[Stored items]
• • • • • • •

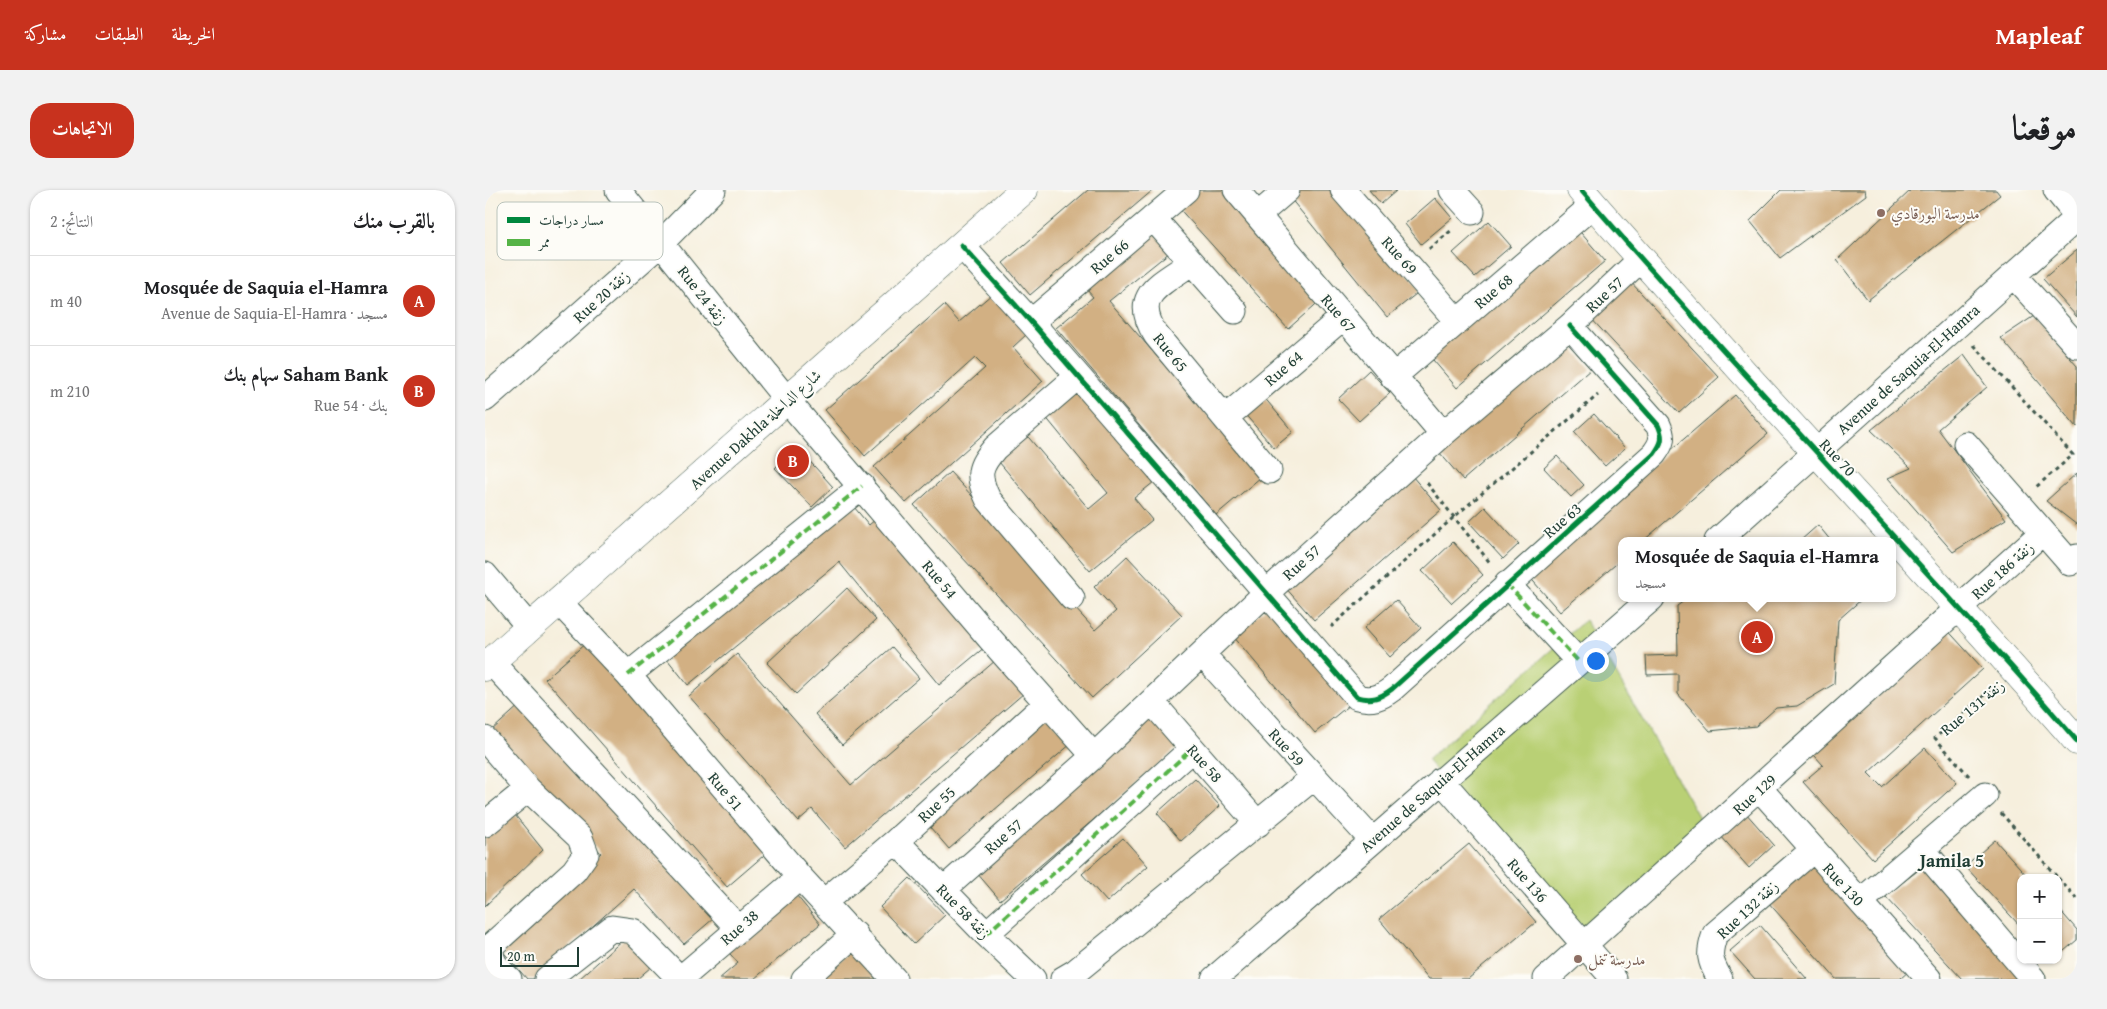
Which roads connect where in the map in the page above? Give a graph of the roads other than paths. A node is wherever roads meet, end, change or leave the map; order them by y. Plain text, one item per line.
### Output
1 (618, 190) edge
2 (713, 190) edge
3 (1024, 190) edge
4 (1185, 190) edge
5 (1236, 190) edge
6 (1287, 190) edge
7 (1343, 190) edge
8 (1452, 190) edge
9 (2056, 190) edge
10 (1587, 197) edge
11 (628, 202) edge
12 (1472, 212) road end
13 (1258, 215) junction
14 (2077, 217) edge
15 (1153, 218) junction
16 (663, 241) edge
17 (663, 245) edge
18 (961, 246) junction
19 (1641, 259) junction
20 (642, 260) edge
21 (1191, 263) junction
22 (2013, 275) junction
23 (1235, 311) dead end
24 (1342, 318) junction
25 (1457, 321) junction
26 (1031, 322) junction
27 (1570, 326) junction
28 (2077, 346) edge
29 (1077, 377) junction
30 (1393, 377) junction
31 (485, 399) edge
32 (787, 400) junction
33 (1225, 418) junction
34 (1443, 434) junction
35 (1966, 444) dead end
36 (1815, 452) junction
37 (1269, 471) dead end
38 (862, 486) junction
39 (2043, 532) junction
40 (1721, 537) edge
41 (1895, 537) edge
42 (1896, 539) edge
43 (2073, 560) edge
44 (485, 575) edge
45 (1507, 584) junction
46 (1266, 592) junction
47 (1072, 598) dead end
48 (559, 602) junction
49 (1647, 602) edge
50 (1960, 607) junction
51 (529, 628) junction
52 (1202, 654) junction
53 (1578, 661) junction
54 (488, 664) edge
55 (628, 676) junction
56 (1152, 702) junction
57 (1047, 704) junction
58 (485, 739) edge
59 (2077, 741) edge
60 (1192, 749) junction
61 (1094, 756) junction
62 (1314, 777) junction
63 (1441, 780) junction
64 (529, 789) junction
65 (1760, 789) junction
66 (1985, 795) road end
67 (485, 824) edge
68 (1258, 824) junction
69 (1372, 840) junction
70 (896, 841) junction
71 (1922, 849) junction
72 (1813, 850) junction
73 (799, 877) junction
74 (943, 890) junction
75 (1861, 901) junction
76 (824, 902) junction
77 (738, 928) junction
78 (855, 934) junction
79 (986, 934) junction
80 (1585, 945) junction
81 (509, 979) edge
82 (547, 979) edge
83 (680, 979) edge
84 (804, 979) edge
85 (894, 979) edge
86 (1033, 979) edge
87 (1063, 979) edge
88 (1214, 979) edge
89 (1546, 979) edge
90 (1614, 979) edge
91 (1719, 979) edge
92 (1929, 979) edge
93 (2033, 979) edge

1 - 11 street, Rue 24 زنقة
2 - 16 street, Rue 20 زنقة
3 - 18 street, Avenue Dakhla شارع الداخلة
4 - 15 street, Rue 66
5 - 13 street, Rue 67
6 - 13 street
7 - 25 street, Rue 69
8 - 12 street
9 - 14 street
10 - 19 street, Rue 70
10 - 25 street, Rue 68
13 - 24 street, Rue 67
14 - 22 street, Avenue de Saquia-El-Hamra
15 - 21 street
15 - 26 street, Rue 66
17 - 32 street, Rue 24 زنقة
18 - 26 street
18 - 32 street, Avenue Dakhla شارع الداخلة
19 - 27 street, Rue 57
19 - 36 street, Rue 70
20 - 31 street, Rue 20 زنقة
21 - 23 street
21 - 33 street, Rue 65
22 - 28 street
22 - 36 street, Avenue de Saquia-El-Hamra
24 - 30 street, Rue 67
24 - 33 street, Rue 64
25 - 30 street, Rue 68
26 - 29 street
27 - 34 street, Rue 57
27 - 45 street, Rue 63
29 - 46 street
29 - 47 street
30 - 34 street, Rue 67
32 - 38 street, Rue 54
32 - 48 street, Avenue Dakhla شارع الداخلة
33 - 37 street, Rue 65
34 - 46 street, Rue 57
35 - 39 street
36 - 40 street, Avenue de Saquia-El-Hamra
36 - 41 street, Rue 70
38 - 55 street
38 - 57 street, Rue 54
39 - 43 street
39 - 50 street, Rue 186 زنقة
42 - 50 street, Rue 70
44 - 51 street
45 - 46 street, Rue 63
45 - 53 street
46 - 52 street, Rue 57
48 - 51 street, Avenue Dakhla شارع الداخلة
48 - 55 street, Rue 51
49 - 53 street, Avenue de Saquia-El-Hamra
50 - 59 street, Rue 70
50 - 65 street, Rue 129
51 - 54 street, Avenue Dakhla شارع الداخلة
52 - 56 street, Rue 57
52 - 62 street, Rue 59
53 - 63 street, Avenue de Saquia-El-Hamra
54 - 77 street
55 - 73 street, Rue 51
56 - 60 street, Rue 58
56 - 61 street, Rue 57
57 - 61 street, Rue 54
57 - 70 street, Rue 55
58 - 64 street
60 - 68 street, Rue 58
60 - 79 street
61 - 74 street, Rue 57
62 - 68 street
62 - 69 street, Rue 59
63 - 69 street, Avenue de Saquia-El-Hamra
63 - 80 street, Rue 136
64 - 67 street
64 - 81 street
65 - 72 street, Rue 130
65 - 80 street, Rue 129
66 - 71 street
68 - 87 street
69 - 88 street, Avenue de Saquia-El-Hamra
70 - 74 street, Rue 58 زنقة
70 - 76 street, Rue 55
71 - 75 street
71 - 93 street
72 - 75 street, Rue 130
72 - 91 street, Rue 132 زنقة
73 - 76 street, Rue 51
73 - 77 street, Rue 38
74 - 79 street, Rue 58 زنقة
75 - 92 street, Rue 130
76 - 78 street, Rue 51
77 - 83 street, Rue 38
78 - 84 street
78 - 85 street, Rue 51
79 - 86 street, Rue 58 زنقة
80 - 89 street, Rue 129
80 - 90 street, Rue 136
82 - 83 street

• • • • • • •

ACTIVITY - Give an exact copy of the data, and omit any pictures it holds.

ANSWER TO THIS PROBLEM -
Which roads connect where in the map in the page above? Give a graph of the roads other than paths. A node is wherever roads meet, end, change or leave the map; order them by y. Plain text, one item per line.
### Output
1 (618, 190) edge
2 (713, 190) edge
3 (1024, 190) edge
4 (1185, 190) edge
5 (1236, 190) edge
6 (1287, 190) edge
7 (1343, 190) edge
8 (1452, 190) edge
9 (2056, 190) edge
10 (1587, 197) edge
11 (628, 202) edge
12 (1472, 212) road end
13 (1258, 215) junction
14 (2077, 217) edge
15 (1153, 218) junction
16 (663, 241) edge
17 (663, 245) edge
18 (961, 246) junction
19 (1641, 259) junction
20 (642, 260) edge
21 (1191, 263) junction
22 (2013, 275) junction
23 (1235, 311) dead end
24 (1342, 318) junction
25 (1457, 321) junction
26 (1031, 322) junction
27 (1570, 326) junction
28 (2077, 346) edge
29 (1077, 377) junction
30 (1393, 377) junction
31 (485, 399) edge
32 (787, 400) junction
33 (1225, 418) junction
34 (1443, 434) junction
35 (1966, 444) dead end
36 (1815, 452) junction
37 (1269, 471) dead end
38 (862, 486) junction
39 (2043, 532) junction
40 (1721, 537) edge
41 (1895, 537) edge
42 (1896, 539) edge
43 (2073, 560) edge
44 (485, 575) edge
45 (1507, 584) junction
46 (1266, 592) junction
47 (1072, 598) dead end
48 (559, 602) junction
49 (1647, 602) edge
50 (1960, 607) junction
51 (529, 628) junction
52 (1202, 654) junction
53 (1578, 661) junction
54 (488, 664) edge
55 (628, 676) junction
56 (1152, 702) junction
57 (1047, 704) junction
58 (485, 739) edge
59 (2077, 741) edge
60 (1192, 749) junction
61 (1094, 756) junction
62 (1314, 777) junction
63 (1441, 780) junction
64 (529, 789) junction
65 (1760, 789) junction
66 (1985, 795) road end
67 (485, 824) edge
68 (1258, 824) junction
69 (1372, 840) junction
70 (896, 841) junction
71 (1922, 849) junction
72 (1813, 850) junction
73 (799, 877) junction
74 (943, 890) junction
75 (1861, 901) junction
76 (824, 902) junction
77 (738, 928) junction
78 (855, 934) junction
79 (986, 934) junction
80 (1585, 945) junction
81 (509, 979) edge
82 (547, 979) edge
83 (680, 979) edge
84 (804, 979) edge
85 (894, 979) edge
86 (1033, 979) edge
87 (1063, 979) edge
88 (1214, 979) edge
89 (1546, 979) edge
90 (1614, 979) edge
91 (1719, 979) edge
92 (1929, 979) edge
93 (2033, 979) edge

1 - 11 street, Rue 24 زنقة
2 - 16 street, Rue 20 زنقة
3 - 18 street, Avenue Dakhla شارع الداخلة
4 - 15 street, Rue 66
5 - 13 street, Rue 67
6 - 13 street
7 - 25 street, Rue 69
8 - 12 street
9 - 14 street
10 - 19 street, Rue 70
10 - 25 street, Rue 68
13 - 24 street, Rue 67
14 - 22 street, Avenue de Saquia-El-Hamra
15 - 21 street
15 - 26 street, Rue 66
17 - 32 street, Rue 24 زنقة
18 - 26 street
18 - 32 street, Avenue Dakhla شارع الداخلة
19 - 27 street, Rue 57
19 - 36 street, Rue 70
20 - 31 street, Rue 20 زنقة
21 - 23 street
21 - 33 street, Rue 65
22 - 28 street
22 - 36 street, Avenue de Saquia-El-Hamra
24 - 30 street, Rue 67
24 - 33 street, Rue 64
25 - 30 street, Rue 68
26 - 29 street
27 - 34 street, Rue 57
27 - 45 street, Rue 63
29 - 46 street
29 - 47 street
30 - 34 street, Rue 67
32 - 38 street, Rue 54
32 - 48 street, Avenue Dakhla شارع الداخلة
33 - 37 street, Rue 65
34 - 46 street, Rue 57
35 - 39 street
36 - 40 street, Avenue de Saquia-El-Hamra
36 - 41 street, Rue 70
38 - 55 street
38 - 57 street, Rue 54
39 - 43 street
39 - 50 street, Rue 186 زنقة
42 - 50 street, Rue 70
44 - 51 street
45 - 46 street, Rue 63
45 - 53 street
46 - 52 street, Rue 57
48 - 51 street, Avenue Dakhla شارع الداخلة
48 - 55 street, Rue 51
49 - 53 street, Avenue de Saquia-El-Hamra
50 - 59 street, Rue 70
50 - 65 street, Rue 129
51 - 54 street, Avenue Dakhla شارع الداخلة
52 - 56 street, Rue 57
52 - 62 street, Rue 59
53 - 63 street, Avenue de Saquia-El-Hamra
54 - 77 street
55 - 73 street, Rue 51
56 - 60 street, Rue 58
56 - 61 street, Rue 57
57 - 61 street, Rue 54
57 - 70 street, Rue 55
58 - 64 street
60 - 68 street, Rue 58
60 - 79 street
61 - 74 street, Rue 57
62 - 68 street
62 - 69 street, Rue 59
63 - 69 street, Avenue de Saquia-El-Hamra
63 - 80 street, Rue 136
64 - 67 street
64 - 81 street
65 - 72 street, Rue 130
65 - 80 street, Rue 129
66 - 71 street
68 - 87 street
69 - 88 street, Avenue de Saquia-El-Hamra
70 - 74 street, Rue 58 زنقة
70 - 76 street, Rue 55
71 - 75 street
71 - 93 street
72 - 75 street, Rue 130
72 - 91 street, Rue 132 زنقة
73 - 76 street, Rue 51
73 - 77 street, Rue 38
74 - 79 street, Rue 58 زنقة
75 - 92 street, Rue 130
76 - 78 street, Rue 51
77 - 83 street, Rue 38
78 - 84 street
78 - 85 street, Rue 51
79 - 86 street, Rue 58 زنقة
80 - 89 street, Rue 129
80 - 90 street, Rue 136
82 - 83 street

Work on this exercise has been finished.